I had seen a good deal of egotism in my life, and I knew that it starved love for anyone else and sometimes burned it out completely. Had it not been so with Boy and Leola? (207)

It's funny how egotists are often the most shallow of people. Because you would think that egotists, whose characteristic is that they examine themselves constantly, would be the ones most likely to dig beneath the surface and discover hidden truths about themselves. The problem is that egotists examine themselves from entirely the wrong point of view - they try to view themselves from another person's perspective. And it is unfortunately true that the person whose opinion the egotist cares about is probably a very shallow person herself, which is why the egotist only polishes the areas of his personality he thinks she'll notice.

So it is that "self-involved" is a misnomer because self-involved people are actually more concerned about others than normal. Those that aren't egotists are able to spend the day examining themselves and others with equal interest/disinterest; egotists spend the day only worrying about what others think.

Sunday, February 13, 2005

David Foster Wallace

I'm sure that everybody else in the literary world is tired of hearing about him by now. For a while, everyone was all "David Foster Wallace this" and "David Foster Wallace that" and "holy crap Pomona gave him $1.8 million to teach there."

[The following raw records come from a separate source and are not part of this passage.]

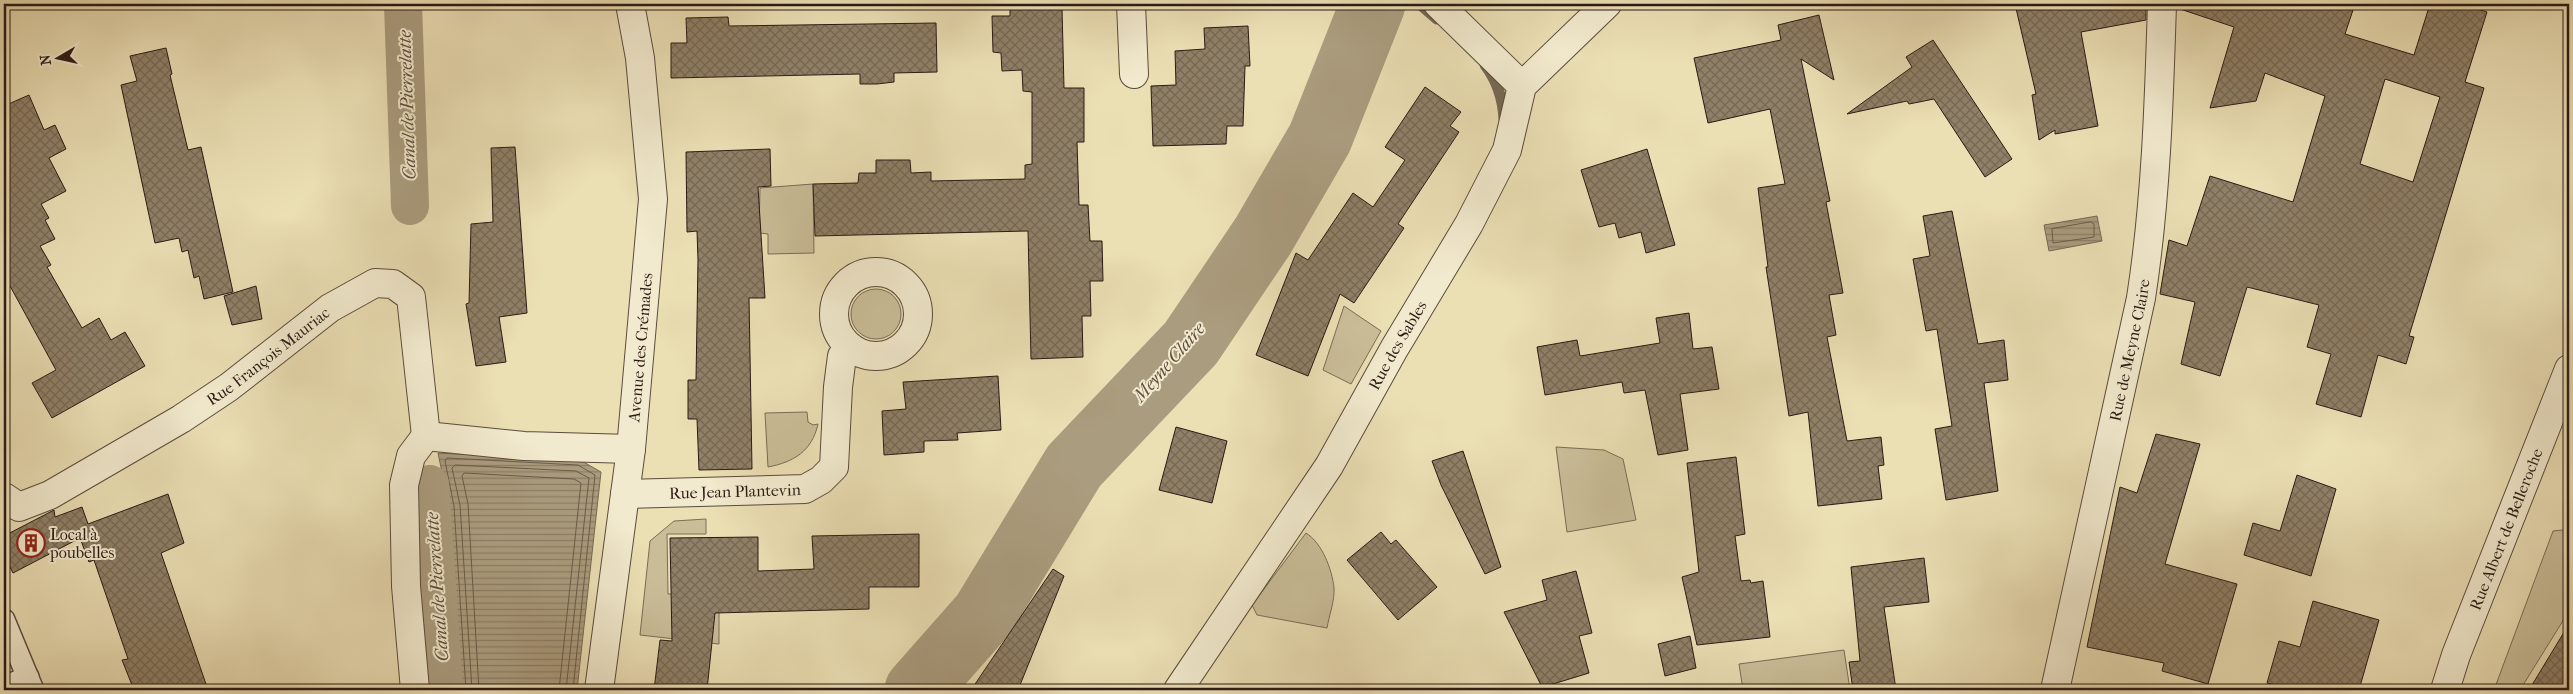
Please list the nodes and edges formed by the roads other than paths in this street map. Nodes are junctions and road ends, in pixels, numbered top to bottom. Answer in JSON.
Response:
{"nodes":[{"id":1,"x":630,"y":4,"type":"edge"},
{"id":2,"x":1131,"y":4,"type":"edge"},
{"id":3,"x":1438,"y":4,"type":"edge"},
{"id":4,"x":1606,"y":4,"type":"edge"},
{"id":5,"x":2162,"y":4,"type":"edge"},
{"id":6,"x":1134,"y":74,"type":"dead end"},
{"id":7,"x":1522,"y":86,"type":"junction"},
{"id":8,"x":850,"y":347,"type":"dead end"},
{"id":9,"x":2569,"y":369,"type":"edge"},
{"id":10,"x":426,"y":436,"type":"junction"},
{"id":11,"x":631,"y":449,"type":"junction"},
{"id":12,"x":625,"y":494,"type":"junction"},
{"id":13,"x":9,"y":507,"type":"edge"},
{"id":14,"x":5,"y":627,"type":"edge"},
{"id":15,"x":30,"y":684,"type":"edge"},
{"id":16,"x":4,"y":687,"type":"edge"},
{"id":17,"x":414,"y":690,"type":"edge"},
{"id":18,"x":599,"y":690,"type":"edge"},
{"id":19,"x":1178,"y":690,"type":"edge"},
{"id":20,"x":2055,"y":690,"type":"edge"},
{"id":21,"x":2445,"y":690,"type":"edge"}],
"edges":[{"from":1,"to":11,"type":"street","name":"Avenue des Crémades"},
{"from":2,"to":6,"type":"street"},
{"from":3,"to":7,"type":"street"},
{"from":4,"to":7,"type":"street"},
{"from":5,"to":20,"type":"street","name":"Rue de Meyne Claire"},
{"from":7,"to":19,"type":"street","name":"Rue des Sables"},
{"from":8,"to":12,"type":"street","name":"Rue Jean Plantevin"},
{"from":9,"to":21,"type":"street","name":"Rue Albert de Belleroche"},
{"from":10,"to":11,"type":"street"},
{"from":10,"to":13,"type":"street","name":"Rue François Mauriac"},
{"from":10,"to":17,"type":"street"},
{"from":11,"to":12,"type":"street","name":"Avenue des Crémades"},
{"from":12,"to":18,"type":"street","name":"Avenue des Crémades"},
{"from":14,"to":15,"type":"lane"},
{"from":15,"to":16,"type":"lane"}]}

But I can't help it - he's just so dreamy.

I'm about halfway through my second reading of Infinite Jest, and it's still ridiculously fun and smart and giggle inducing.

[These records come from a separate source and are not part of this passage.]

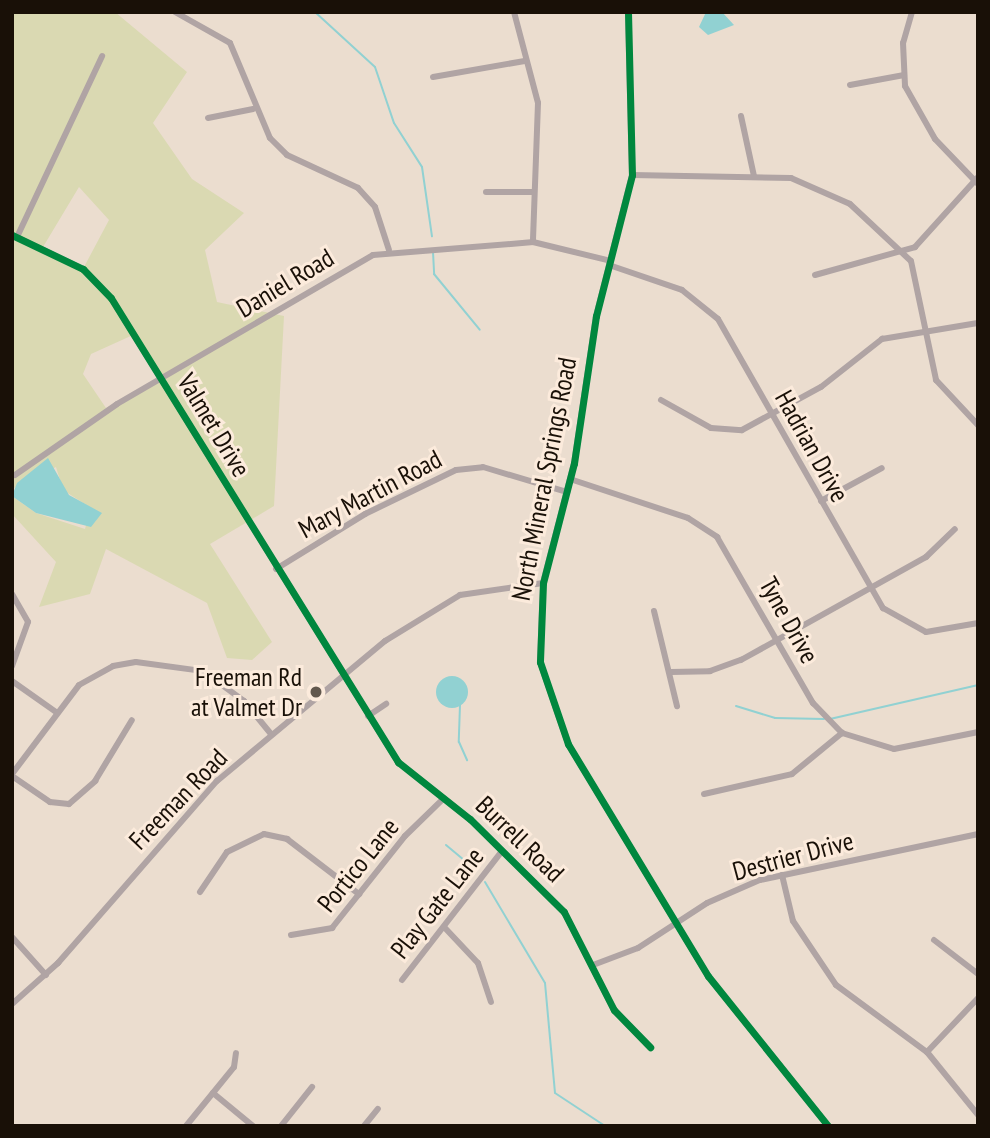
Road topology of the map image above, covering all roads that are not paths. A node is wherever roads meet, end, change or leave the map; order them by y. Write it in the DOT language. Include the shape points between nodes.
graph roads {
  1 [pos="175,12"];
  2 [pos="514,12"];
  3 [pos="628,12"];
  4 [pos="912,12"];
  5 [pos="102,56"];
  6 [pos="524,61"];
  7 [pos="904,75"];
  8 [pos="433,77"];
  9 [pos="850,85"];
  10 [pos="253,109"];
  11 [pos="741,116"];
  12 [pos="208,118"];
  13 [pos="632,175"];
  14 [pos="754,176"];
  15 [pos="977,180"];
  16 [pos="486,192"];
  17 [pos="532,192"];
  18 [pos="15,236"];
  19 [pos="533,242"];
  20 [pos="389,250"];
  21 [pos="906,253"];
  22 [pos="610,263"];
  23 [pos="815,275"];
  24 [pos="978,323"];
  25 [pos="926,328"];
  26 [pos="162,379"];
  27 [pos="661,400"];
  28 [pos="772,414"];
  29 [pos="978,425"];
  30 [pos="882,468"];
  31 [pos="15,475"];
  32 [pos="570,480"];
  33 [pos="567,492"];
  34 [pos="821,502"];
  35 [pos="955,529"];
  36 [pos="276,569"];
  37 [pos="543,583"];
  38 [pos="869,589"];
  39 [pos="12,594"];
  40 [pos="654,611"];
  41 [pos="978,623"];
  42 [pos="778,639"];
  43 [pos="12,666"];
  44 [pos="671,672"];
  45 [pos="343,676"];
  46 [pos="12,681"];
  47 [pos="386,704"];
  48 [pos="677,706"];
  49 [pos="56,712"];
  50 [pos="368,716"];
  51 [pos="132,720"];
  52 [pos="978,732"];
  53 [pos="842,733"];
  54 [pos="271,734"];
  55 [pos="12,775"];
  56 [pos="704,793"];
  57 [pos="444,798"];
  58 [pos="978,834"];
  59 [pos="502,851"];
  60 [pos="782,875"];
  61 [pos="200,892"];
  62 [pos="359,894"];
  63 [pos="677,924"];
  64 [pos="445,928"];
  65 [pos="291,935"];
  66 [pos="12,937"];
  67 [pos="934,940"];
  68 [pos="593,965"];
  69 [pos="978,974"];
  70 [pos="46,975"];
  71 [pos="402,980"];
  72 [pos="978,998"];
  73 [pos="491,1002"];
  74 [pos="12,1004"];
  75 [pos="650,1047"];
  76 [pos="927,1052"];
  77 [pos="236,1053"];
  78 [pos="312,1087"];
  79 [pos="213,1093"];
  80 [pos="378,1109"];
  81 [pos="978,1115"];
  82 [pos="186,1126"];
  83 [pos="253,1126"];
  84 [pos="281,1126"];
  85 [pos="364,1126"];
  86 [pos="828,1126"];
  1 -- 10 [label="street" via="230,43 245,68"];
  2 -- 6 [label="street"];
  3 -- 13 [label="street, North Mineral Springs Road"];
  4 -- 7 [label="street"];
  5 -- 18 [label="street"];
  6 -- 8 [label="street"];
  6 -- 17 [label="street" via="539,116"];
  7 -- 9 [label="street"];
  7 -- 15 [label="street" via="927,128"];
  10 -- 12 [label="street"];
  10 -- 20 [label="street" via="287,155 340,176 366,196"];
  11 -- 14 [label="street"];
  13 -- 14 [label="street"];
  13 -- 22 [label="street, North Mineral Springs Road"];
  14 -- 21 [label="street" via="825,188"];
  15 -- 21 [label="street"];
  16 -- 17 [label="street"];
  17 -- 19 [label="street"];
  18 -- 26 [label="street, Valmet Drive" via="93,277"];
  19 -- 20 [label="street, Daniel Road"];
  19 -- 22 [label="street, Daniel Road"];
  20 -- 26 [label="street, Daniel Road" via="354,263"];
  21 -- 23 [label="street"];
  21 -- 25 [label="street" via="918,277"];
  22 -- 28 [label="street, Hadrian Drive" via="682,290 708,308"];
  22 -- 32 [label="street, North Mineral Springs Road"];
  24 -- 25 [label="street"];
  25 -- 28 [label="street" via="882,339 834,379"];
  25 -- 29 [label="street" via="940,388"];
  26 -- 31 [label="street, Daniel Road"];
  26 -- 36 [label="street, Valmet Drive"];
  27 -- 28 [label="street" via="699,424 729,432"];
  28 -- 34 [label="street, Hadrian Drive"];
  30 -- 34 [label="street"];
  32 -- 33 [label="street, North Mineral Springs Road"];
  32 -- 42 [label="street, Tyne Drive" via="709,531 728,550"];
  33 -- 36 [label="street, Mary Martin Road" via="483,467 456,470 365,514"];
  33 -- 37 [label="street, North Mineral Springs Road"];
  34 -- 38 [label="street, Hadrian Drive"];
  35 -- 38 [label="street" via="933,553"];
  36 -- 45 [label="street, Valmet Drive"];
  37 -- 45 [label="street, Freeman Road" via="449,599"];
  37 -- 63 [label="street, North Mineral Springs Road" via="539,646 551,706"];
  38 -- 41 [label="street, Hadrian Drive" via="894,617 926,632"];
  38 -- 42 [label="street"];
  39 -- 43 [label="street" via="28,622"];
  40 -- 44 [label="street"];
  42 -- 44 [label="street" via="720,669"];
  42 -- 53 [label="street, Tyne Drive" via="813,703"];
  44 -- 48 [label="street"];
  45 -- 50 [label="street, Burrell Road"];
  45 -- 54 [label="street, Freeman Road"];
  46 -- 49 [label="street"];
  47 -- 50 [label="street"];
  49 -- 54 [label="street" via="95,674 115,665 166,661 219,680"];
  49 -- 55 [label="street"];
  50 -- 57 [label="street, Burrell Road" via="398,762"];
  51 -- 55 [label="street" via="95,781 69,804 50,802"];
  52 -- 53 [label="street, Tyne Drive" via="894,749"];
  53 -- 56 [label="street" via="792,774"];
  54 -- 70 [label="street, Freeman Road" via="192,806"];
  57 -- 59 [label="street, Burrell Road"];
  57 -- 62 [label="street, Portico Lane"];
  58 -- 60 [label="street, Destrier Drive"];
  59 -- 64 [label="street, Play Gate Lane"];
  59 -- 68 [label="street, Burrell Road" via="571,920"];
  60 -- 63 [label="street, Destrier Drive" via="729,892"];
  60 -- 76 [label="street" via="793,922 836,985"];
  61 -- 62 [label="street" via="227,852 264,834 287,839"];
  62 -- 65 [label="street, Portico Lane" via="328,931"];
  63 -- 68 [label="street, Destrier Drive"];
  63 -- 86 [label="street, North Mineral Springs Road" via="720,993"];
  64 -- 71 [label="street, Play Gate Lane"];
  64 -- 73 [label="street" via="478,963"];
  66 -- 70 [label="street"];
  67 -- 69 [label="street"];
  68 -- 75 [label="street, Burrell Road" via="614,1010"];
  70 -- 74 [label="street, Freeman Road"];
  72 -- 76 [label="street"];
  76 -- 81 [label="street"];
  77 -- 79 [label="street"];
  78 -- 84 [label="street"];
  79 -- 82 [label="street"];
  79 -- 83 [label="street"];
  80 -- 85 [label="street"];
}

Administrative diddle-checks have been required at all North American tennis academies since the infamous case of R. Bill ('Touchy') Phiely at California's Rolling Hills Academy...



The Story Thus Far

This is a lit blog.

My blogging skills, never that graceful to begin with, are rusty. Forgive me.

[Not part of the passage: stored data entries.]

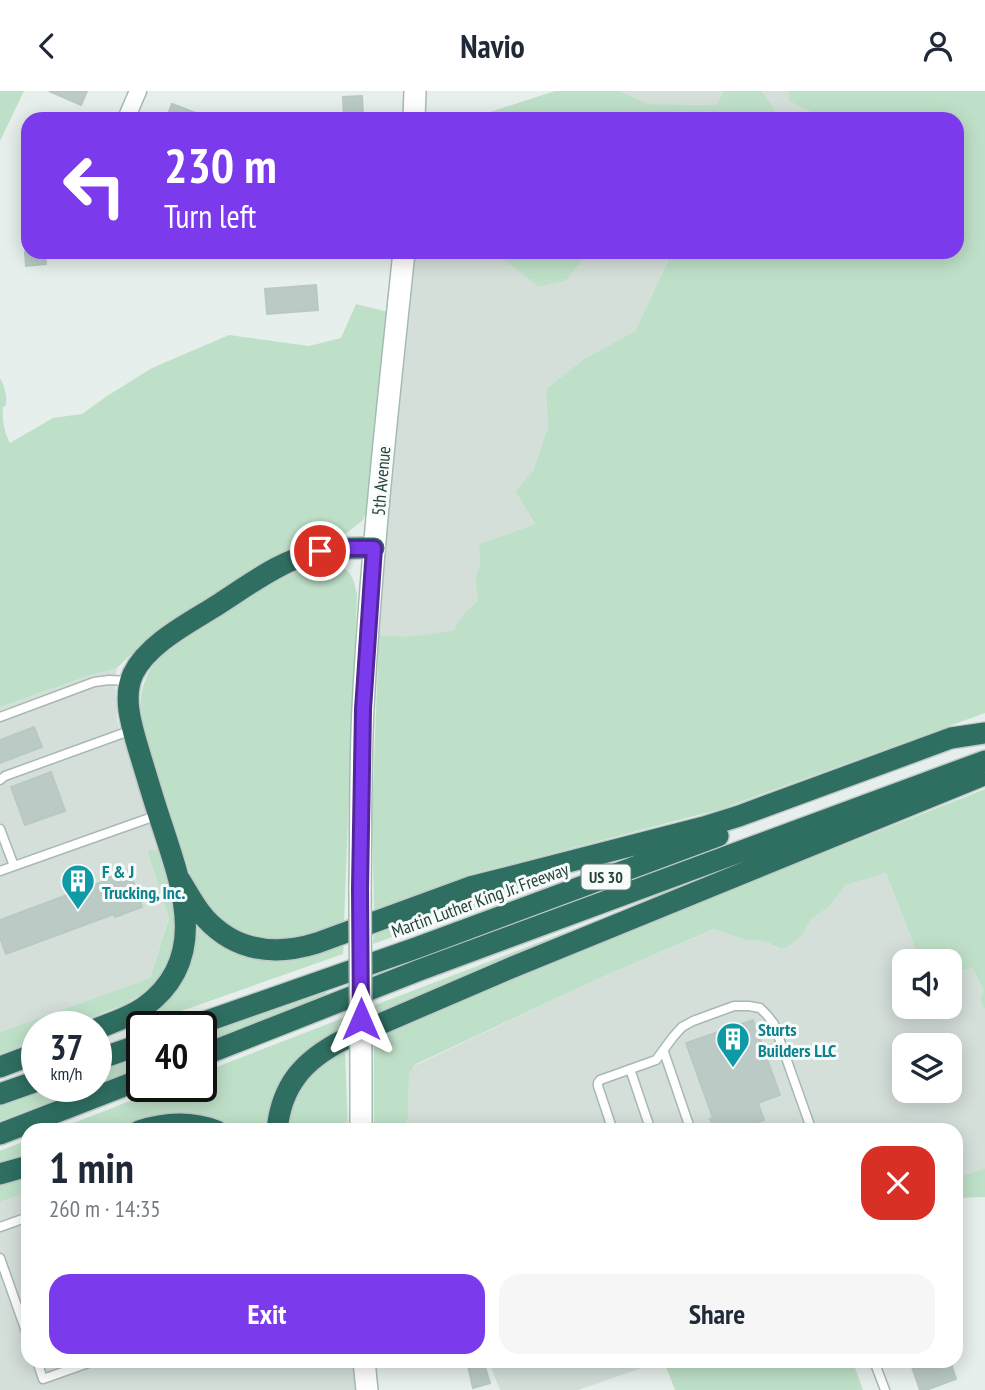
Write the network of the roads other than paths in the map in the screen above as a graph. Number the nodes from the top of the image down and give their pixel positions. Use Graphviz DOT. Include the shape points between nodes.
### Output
graph roads {
  1 [pos="138,91"];
  2 [pos="415,91"];
  3 [pos="129,112"];
  4 [pos="414,112"];
  5 [pos="403,259"];
  6 [pos="374,548"];
  7 [pos="130,681"];
  8 [pos="0,717"];
  9 [pos="132,730"];
  10 [pos="985,735"];
  11 [pos="985,761"];
  12 [pos="985,774"];
  13 [pos="0,780"];
  14 [pos="158,815"];
  15 [pos="0,828"];
  16 [pos="14,866"];
  17 [pos="0,871"];
  18 [pos="180,880"];
  19 [pos="217,1018"];
  20 [pos="112,1023"];
  21 [pos="217,1050"];
  22 [pos="664,1052"];
  23 [pos="21,1059"];
  24 [pos="0,1067"];
  25 [pos="630,1069"];
  26 [pos="126,1085"];
  27 [pos="21,1087"];
  28 [pos="0,1094"];
  29 [pos="28,1123"];
  30 [pos="278,1123"];
  31 [pos="361,1123"];
  32 [pos="610,1123"];
  33 [pos="648,1123"];
  34 [pos="688,1123"];
  35 [pos="809,1123"];
  36 [pos="21,1126"];
  37 [pos="0,1134"];
  38 [pos="21,1168"];
  39 [pos="0,1174"];
  40 [pos="21,1220"];
  41 [pos="0,1227"];
  42 [pos="0,1258"];
  43 [pos="21,1317"];
  44 [pos="39,1368"];
  45 [pos="74,1368"];
  46 [pos="365,1368"];
  47 [pos="877,1368"];
  48 [pos="367,1390"];
  49 [pos="885,1390"];
  1 -- 3 [label="street"];
  2 -- 4 [label="street"];
  5 -- 6 [label="street, 5th Avenue"];
  6 -- 7 [label="highway" via="338,548 289,562 165,639 141,661"];
  6 -- 31 [label="street, 5th Avenue, bridge" via="363,709"];
  7 -- 8 [label="lane" via="94,682"];
  7 -- 9 [label="highway"];
  9 -- 13 [label="lane"];
  9 -- 14 [label="highway"];
  10 -- 18 [label="highway" via="951,738 704,827 470,887 296,949 261,949 227,936 205,918"];
  10 -- 19 [label="highway, Martin Luther King Jr. Freeway / US 30"];
  11 -- 21 [label="highway, US 30"];
  12 -- 30 [label="highway" via="337,1044 298,1074 284,1098"];
  14 -- 16 [label="lane"];
  14 -- 18 [label="highway"];
  15 -- 16 [label="lane"];
  16 -- 17 [label="lane"];
  18 -- 20 [label="highway" via="186,933 176,971 146,1005"];
  22 -- 25 [label="lane" via="656,1060"];
  22 -- 34 [label="lane"];
  22 -- 35 [label="lane" via="682,1027 693,1021 734,1006 760,1008 774,1024"];
  23 -- 24 [label="highway"];
  25 -- 32 [label="lane" via="598,1083"];
  25 -- 33 [label="lane"];
  26 -- 29 [label="highway"];
  27 -- 28 [label="highway"];
  36 -- 37 [label="highway"];
  38 -- 39 [label="highway"];
  40 -- 41 [label="lane"];
  42 -- 43 [label="lane"];
  44 -- 45 [label="lane" via="43,1379"];
  46 -- 48 [label="street"];
  47 -- 49 [label="lane"];
}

If everything turns out the way it should, and it never does, this should serve as a cache for more or less regular posts on the books I'm reading as well as things of interest to the literary community.

I'm trying to write very professionally and reservedly but I think I come off simply as trying too hard, so let's get past this part and into the books, shall we?


As part of the 50 books challenge, I've been keeping a list of the books I've finished reading this year. So far:

1. Please Don't Kill the Freshman, by Zoe Trope
2. Lord of the Flies, by William Golding
3. Swann's Way, by Marcel Proust
4. Picture of Dorian Gray, by Oscar Wilde
5. The Unbearable Lightness of Being, by Milan Kundera
6. a book of plays by Anton Chekhov
7. Fermata, by Nicholson Baker*
8. The Confessions of Max Tivoli, by Andrew Sean Greer
9. technically cheating, but half of Half in Love (Maile Meloy) + the good parts of Oscar Wilde (biography by Richard Ellman) = a book
10. Heart of Darkness, Joseph Conrad
11. How we are Hungry, Dave Eggers

All of which looks rather impressive typed out, but the fact remains that most of these books were a) started before this year, b) 150 pages or less, and/or c) read for school. At some point, I'll begin digging into the meatier stuff.

Current Reads:

- Fifth Business, Robertson Davies
- Within a Budding Grove, Marcel Proust
- The Corrections, Jonathan Franzen
- Infinite Jest, David Foster Wallace (re-read)
- Dubliners, James Joyce

More on these will be posted later**.

* Don't read this book
* I don't have a very good basis of comparison, but I feel somehow that this opening post is sub par. Much too much stifling pubescent self-consciousness that will hopefully dissipate with the upcoming posts. And this footnote is the worst of all. But perhaps if I keep on articulating it, that will make it all okay.